Com o início do novo ano, decidi começar a ensinar de forma permanente no pequeno centro de esportes de meu pai, uma propriedade familiar, com um pequeno clube e três campos, a poucos passos do lago.
No verão, os turistas traziam maior parte do trabalho, com os cursos de verão para crianças e o clima que induzia as pessoas a praticar esportes ao ar livre.
No inverno, eu encontrei-me trabalhar muito menos, havia uma dúzia de alunos regulares da cidade e algumas crianças com ambições competitivas, ainda muito pequenas para mover-se para São Paulo, em centro esportivo mais prestigiado.
Entre eles estava uma promissora menina de 14 anos de idade, que sob conselho de meu pai começou a frequentar uma escola de ténis, treinando com uma orientação claramente competitiva.
Desde a sua assinatura anual incluia mais três meses de curso e ela foi de ferias na casa dos avos, concordamos com os pais que as aulas restantes ficavam com sua mãe Roberta, que iria aproveitar das aulas já pagas para tirar um pouco a ferrugem.
Ela teve um passado como uma boa jogadora de tênis amadora e quis tirar um pouco daquela ferrugem que os anos e uma vida sedentária tinham deixado nela.

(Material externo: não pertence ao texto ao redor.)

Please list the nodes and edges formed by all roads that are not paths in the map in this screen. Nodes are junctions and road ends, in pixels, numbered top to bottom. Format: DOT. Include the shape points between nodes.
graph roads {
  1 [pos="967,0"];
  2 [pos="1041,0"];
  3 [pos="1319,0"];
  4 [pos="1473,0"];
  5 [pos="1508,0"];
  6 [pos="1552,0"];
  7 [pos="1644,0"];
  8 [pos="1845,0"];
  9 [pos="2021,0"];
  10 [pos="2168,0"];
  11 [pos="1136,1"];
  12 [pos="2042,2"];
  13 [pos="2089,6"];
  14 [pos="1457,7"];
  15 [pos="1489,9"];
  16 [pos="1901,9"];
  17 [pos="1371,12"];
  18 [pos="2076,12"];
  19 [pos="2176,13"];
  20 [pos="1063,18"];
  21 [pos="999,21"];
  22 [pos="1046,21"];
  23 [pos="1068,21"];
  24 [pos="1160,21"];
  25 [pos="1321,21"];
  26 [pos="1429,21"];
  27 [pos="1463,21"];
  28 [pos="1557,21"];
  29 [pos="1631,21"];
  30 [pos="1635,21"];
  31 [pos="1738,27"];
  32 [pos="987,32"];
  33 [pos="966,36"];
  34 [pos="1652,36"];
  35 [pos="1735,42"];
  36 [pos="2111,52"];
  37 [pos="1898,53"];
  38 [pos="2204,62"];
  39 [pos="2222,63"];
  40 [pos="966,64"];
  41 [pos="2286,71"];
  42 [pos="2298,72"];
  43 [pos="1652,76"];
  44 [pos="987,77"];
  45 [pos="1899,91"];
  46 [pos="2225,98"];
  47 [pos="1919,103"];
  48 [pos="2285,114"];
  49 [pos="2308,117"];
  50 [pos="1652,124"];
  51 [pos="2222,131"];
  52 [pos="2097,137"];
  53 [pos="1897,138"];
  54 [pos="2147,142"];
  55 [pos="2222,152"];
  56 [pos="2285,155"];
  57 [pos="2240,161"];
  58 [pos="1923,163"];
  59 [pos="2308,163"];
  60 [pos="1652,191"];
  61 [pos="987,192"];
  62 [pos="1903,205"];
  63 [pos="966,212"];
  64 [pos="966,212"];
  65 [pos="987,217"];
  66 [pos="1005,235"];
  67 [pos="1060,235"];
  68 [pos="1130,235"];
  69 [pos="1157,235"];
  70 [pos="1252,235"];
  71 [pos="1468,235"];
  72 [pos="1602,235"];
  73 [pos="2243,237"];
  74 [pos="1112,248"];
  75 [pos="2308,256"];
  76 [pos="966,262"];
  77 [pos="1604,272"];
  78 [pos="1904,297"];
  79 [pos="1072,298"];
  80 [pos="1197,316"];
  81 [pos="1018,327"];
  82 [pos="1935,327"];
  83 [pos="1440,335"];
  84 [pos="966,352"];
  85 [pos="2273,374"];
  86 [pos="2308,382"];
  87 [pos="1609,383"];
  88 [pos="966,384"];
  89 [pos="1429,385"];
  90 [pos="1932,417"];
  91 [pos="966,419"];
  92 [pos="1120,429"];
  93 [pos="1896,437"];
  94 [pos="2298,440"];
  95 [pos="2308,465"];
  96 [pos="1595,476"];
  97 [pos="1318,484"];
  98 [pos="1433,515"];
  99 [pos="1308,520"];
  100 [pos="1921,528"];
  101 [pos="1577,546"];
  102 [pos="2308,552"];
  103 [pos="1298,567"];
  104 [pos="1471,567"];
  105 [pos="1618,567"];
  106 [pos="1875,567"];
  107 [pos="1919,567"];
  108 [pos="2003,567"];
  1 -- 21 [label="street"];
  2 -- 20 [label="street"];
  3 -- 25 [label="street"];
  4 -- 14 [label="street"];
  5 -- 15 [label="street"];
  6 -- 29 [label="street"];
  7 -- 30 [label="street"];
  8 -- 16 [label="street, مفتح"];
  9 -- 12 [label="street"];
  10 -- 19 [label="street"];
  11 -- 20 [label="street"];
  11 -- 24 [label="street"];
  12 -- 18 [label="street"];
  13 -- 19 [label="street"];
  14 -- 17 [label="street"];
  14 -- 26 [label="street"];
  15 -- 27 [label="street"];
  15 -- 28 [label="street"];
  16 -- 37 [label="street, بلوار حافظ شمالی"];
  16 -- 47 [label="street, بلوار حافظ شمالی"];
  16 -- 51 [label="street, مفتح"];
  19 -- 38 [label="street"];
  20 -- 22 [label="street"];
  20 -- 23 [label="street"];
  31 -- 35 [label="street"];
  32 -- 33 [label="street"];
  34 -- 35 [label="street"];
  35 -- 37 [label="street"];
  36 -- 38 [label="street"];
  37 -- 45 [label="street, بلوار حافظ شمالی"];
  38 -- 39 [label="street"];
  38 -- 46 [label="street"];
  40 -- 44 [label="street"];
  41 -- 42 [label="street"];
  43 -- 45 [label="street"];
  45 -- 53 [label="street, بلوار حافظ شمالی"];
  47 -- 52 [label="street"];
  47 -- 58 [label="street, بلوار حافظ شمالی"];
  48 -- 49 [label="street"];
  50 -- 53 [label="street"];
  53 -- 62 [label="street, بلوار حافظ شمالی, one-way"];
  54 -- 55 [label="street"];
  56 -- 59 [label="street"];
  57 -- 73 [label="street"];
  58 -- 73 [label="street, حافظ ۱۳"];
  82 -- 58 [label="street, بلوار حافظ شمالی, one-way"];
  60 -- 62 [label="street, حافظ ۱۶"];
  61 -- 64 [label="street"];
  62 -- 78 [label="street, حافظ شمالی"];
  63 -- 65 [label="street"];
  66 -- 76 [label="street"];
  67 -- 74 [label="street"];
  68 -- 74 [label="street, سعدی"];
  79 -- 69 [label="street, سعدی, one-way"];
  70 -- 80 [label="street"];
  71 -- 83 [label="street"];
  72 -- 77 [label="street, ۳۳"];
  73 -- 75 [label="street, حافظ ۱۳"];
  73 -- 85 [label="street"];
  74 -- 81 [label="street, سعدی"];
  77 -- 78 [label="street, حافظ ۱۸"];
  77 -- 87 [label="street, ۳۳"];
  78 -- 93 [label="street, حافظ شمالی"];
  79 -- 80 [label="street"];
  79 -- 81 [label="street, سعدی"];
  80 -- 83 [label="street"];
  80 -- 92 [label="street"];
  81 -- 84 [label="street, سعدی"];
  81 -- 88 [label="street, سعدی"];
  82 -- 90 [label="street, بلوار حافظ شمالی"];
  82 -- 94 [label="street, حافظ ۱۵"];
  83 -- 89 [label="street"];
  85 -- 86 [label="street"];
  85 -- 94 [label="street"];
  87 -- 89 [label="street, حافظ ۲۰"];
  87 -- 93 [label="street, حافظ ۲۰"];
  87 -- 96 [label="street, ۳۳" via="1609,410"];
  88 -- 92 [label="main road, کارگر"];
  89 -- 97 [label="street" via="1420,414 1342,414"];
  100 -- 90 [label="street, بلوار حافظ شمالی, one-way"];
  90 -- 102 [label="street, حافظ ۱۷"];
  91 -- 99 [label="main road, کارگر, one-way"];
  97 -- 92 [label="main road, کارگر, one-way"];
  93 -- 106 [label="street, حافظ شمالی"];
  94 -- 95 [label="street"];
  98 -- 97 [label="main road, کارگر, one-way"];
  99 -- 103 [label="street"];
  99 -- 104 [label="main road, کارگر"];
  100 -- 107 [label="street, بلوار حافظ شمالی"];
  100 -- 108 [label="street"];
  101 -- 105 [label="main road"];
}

Gata safada nua na quadra de tênisEnquanto eu estava verificando que a rede estivesse tensa, vi chegar Roberta, estava um pouco com antecedência, me cumprimentou com um sorriso caloroso e amigável, estava vestindo um terno cor creme apertado e saltos altos.
“Olá Marco eu não consegui ir para casa e me trocar, por isso, se você não quer que eu jogue com saltos deve dar-me as chaves do armário de Cristina, deve haver umas roupas limpa, temos mais ou menos o mesmo tamanho e número de sapatos”
Enquanto Roberta se virou para ir para o vestiário, os meus olhos pousaram sobre suas nádegas de mármore, os saltos as esbeltavam e parecia que a cada passo sua bunda lançasse uma mensagem difícil de ignorar.

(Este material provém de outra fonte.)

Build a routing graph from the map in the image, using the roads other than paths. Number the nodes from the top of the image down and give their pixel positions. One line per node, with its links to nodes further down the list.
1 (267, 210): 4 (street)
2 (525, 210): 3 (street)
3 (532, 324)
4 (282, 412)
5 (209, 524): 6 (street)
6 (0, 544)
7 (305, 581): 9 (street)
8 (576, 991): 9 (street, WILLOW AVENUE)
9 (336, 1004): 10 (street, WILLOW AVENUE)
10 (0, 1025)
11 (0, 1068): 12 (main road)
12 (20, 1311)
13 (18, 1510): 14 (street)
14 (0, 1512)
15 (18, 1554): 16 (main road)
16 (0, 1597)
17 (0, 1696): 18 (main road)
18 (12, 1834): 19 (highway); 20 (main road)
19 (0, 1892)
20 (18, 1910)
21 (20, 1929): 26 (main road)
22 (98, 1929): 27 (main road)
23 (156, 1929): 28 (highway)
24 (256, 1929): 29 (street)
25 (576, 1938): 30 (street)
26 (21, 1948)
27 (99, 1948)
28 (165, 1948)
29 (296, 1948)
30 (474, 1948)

Enquanto ela saia da quadra eu teve quase certeza de que não havia calcinhas de baixo da saia de seu traje apertado que enfaixava suas pernas.
Quando Roberta voltou eu estava carregando o recipiente da máquina que lança as bolas, fiquei estupefato olhando para ela.
Apesar de ter o mesmo tamanho da filha Cristina, seu peito generoso parecia estar prestes a explodir abaixo da blusa apertada da filha dela. os seios a enchiam de uma forma mórbida, quase vulgar, enquanto a saia branca pregueada parecia demasiado curta para suas pernas compridas e saradas.
A cada passo que ela dava as dobras da saia deixavam vislumbrar porções generosas de sua bunda gostosa, eu tentei desarmar a situação que era objetivamente costrangidora.
“Roby, começamos devagar, estou com medo de que, se te faço correr muito a blusa de sua filha poderia explodir a qualquer momento…”

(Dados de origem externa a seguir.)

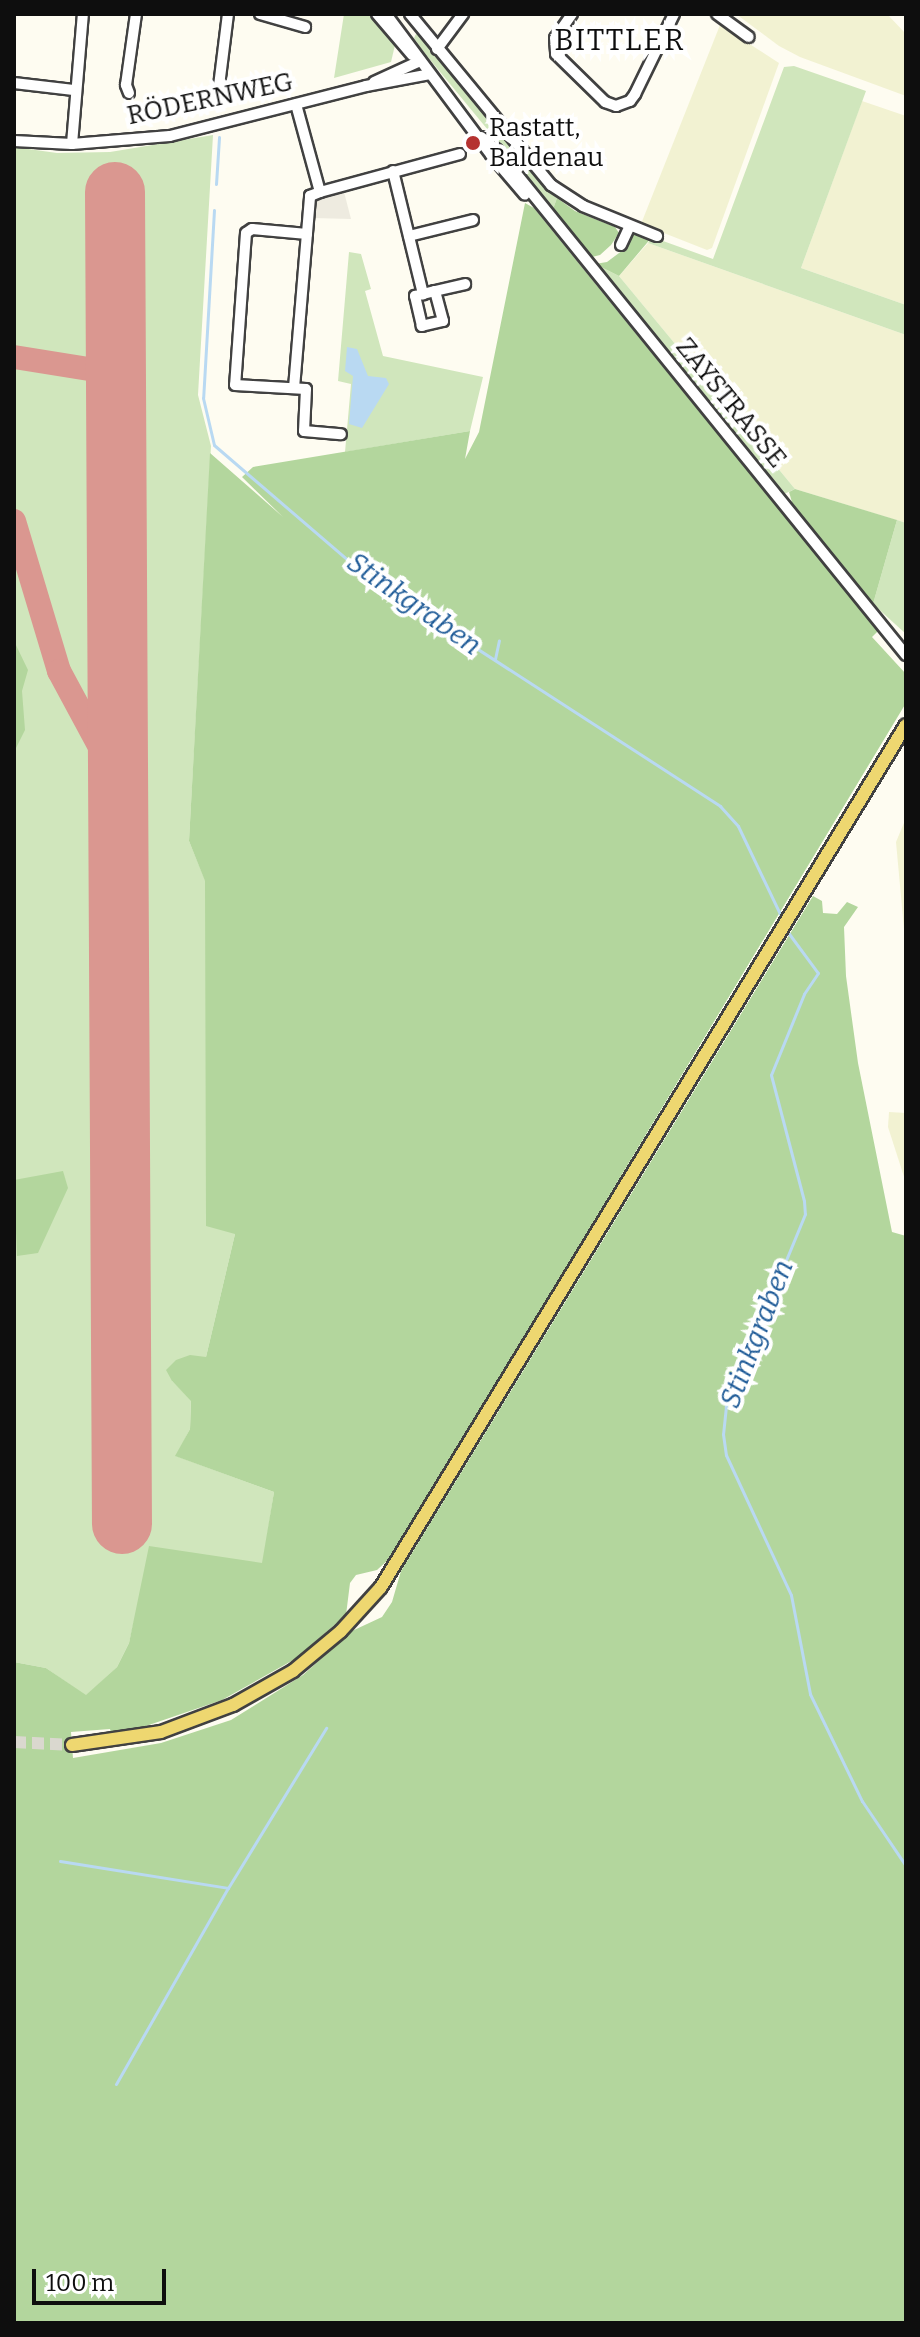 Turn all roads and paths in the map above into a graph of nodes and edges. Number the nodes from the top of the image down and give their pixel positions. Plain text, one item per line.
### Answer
1 (83, 14) edge
2 (136, 14) edge
3 (228, 14) edge
4 (260, 14) edge
5 (377, 14) edge
6 (386, 14) edge
7 (410, 14) edge
8 (463, 14) edge
9 (572, 14) edge
10 (674, 14) edge
11 (717, 14) edge
12 (305, 27) dead end
13 (749, 37) dead end
14 (437, 49) junction
15 (420, 61) junction
16 (430, 74) junction
17 (14, 83) edge
18 (219, 86) dead end
19 (366, 86) junction
20 (74, 90) junction
21 (129, 93) dead end
22 (296, 104) junction
23 (14, 141) edge
24 (72, 144) junction
25 (460, 154) dead end
26 (393, 171) junction
27 (320, 192) junction
28 (473, 220) dead end
29 (630, 226) junction
30 (307, 234) junction
31 (409, 236) junction
32 (657, 236) dead end
33 (621, 245) dead end
34 (465, 284) dead end
35 (435, 291) junction
36 (423, 294) junction
37 (294, 388) junction
38 (341, 434) dead end
39 (890, 632) junction
40 (906, 643) edge
41 (906, 655) edge
42 (906, 725) edge
43 (72, 1745) tunnel mouth

1 - 20 street
2 - 21 street
3 - 18 street
4 - 12 street
5 - 15 street, ZAYSTRASSE
6 - 15 street, ZAYSTRASSE
7 - 14 street
8 - 14 street
9 - 10 street
11 - 13 street
14 - 29 street
15 - 16 street, ZAYSTRASSE
15 - 19 street, RÖDERNWEG
16 - 19 street, RÖDERNWEG
16 - 39 street, ZAYSTRASSE
17 - 20 street
19 - 22 street, RÖDERNWEG
20 - 24 street
22 - 24 street, RÖDERNWEG
22 - 27 street
23 - 24 street, RÖDERNWEG
25 - 26 street
26 - 27 street
26 - 31 street
27 - 30 street
28 - 31 street
29 - 32 street
29 - 33 street
30 - 37 street
30 - 37 street
31 - 36 street
34 - 35 street
35 - 36 street
35 - 36 street
37 - 38 street
39 - 40 street, ZAYSTRASSE
39 - 41 street, ZAYSTRASSE
42 - 43 main road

Roberta riu, nós nos conhecemos no colégio, estávamos matriculados na mesma escola de tênis e meu corpo atlético e sarado nunca a deixou indiferente. Depois ela ficou grávida do cara que se tornaria seu marido e a vida nós trouxe por dois caminhos diferentes, eu fiz um pouco de tênis competitivo em níveis baixos, enquanto ela dedicou-se à família e à carreira como psicanalista.
“Imagina que eu estava mais preocupada com a saia, você sabe que sob os vestidos claros normalmente não coloco calcinhas e estava com medo que a saia fosse curta demais”.
Era claramente uma provocação, eu respondi com um sorriso e fez um sinal para ele ir do outro lado da quadra.
O jogo tinha acabado de começar, sorrisos e insinuações tornaram-se inevitáveis quando a cada resposta Roberta enfatizava o golpe com um gemido que parecia ser o grito de um animal no cio.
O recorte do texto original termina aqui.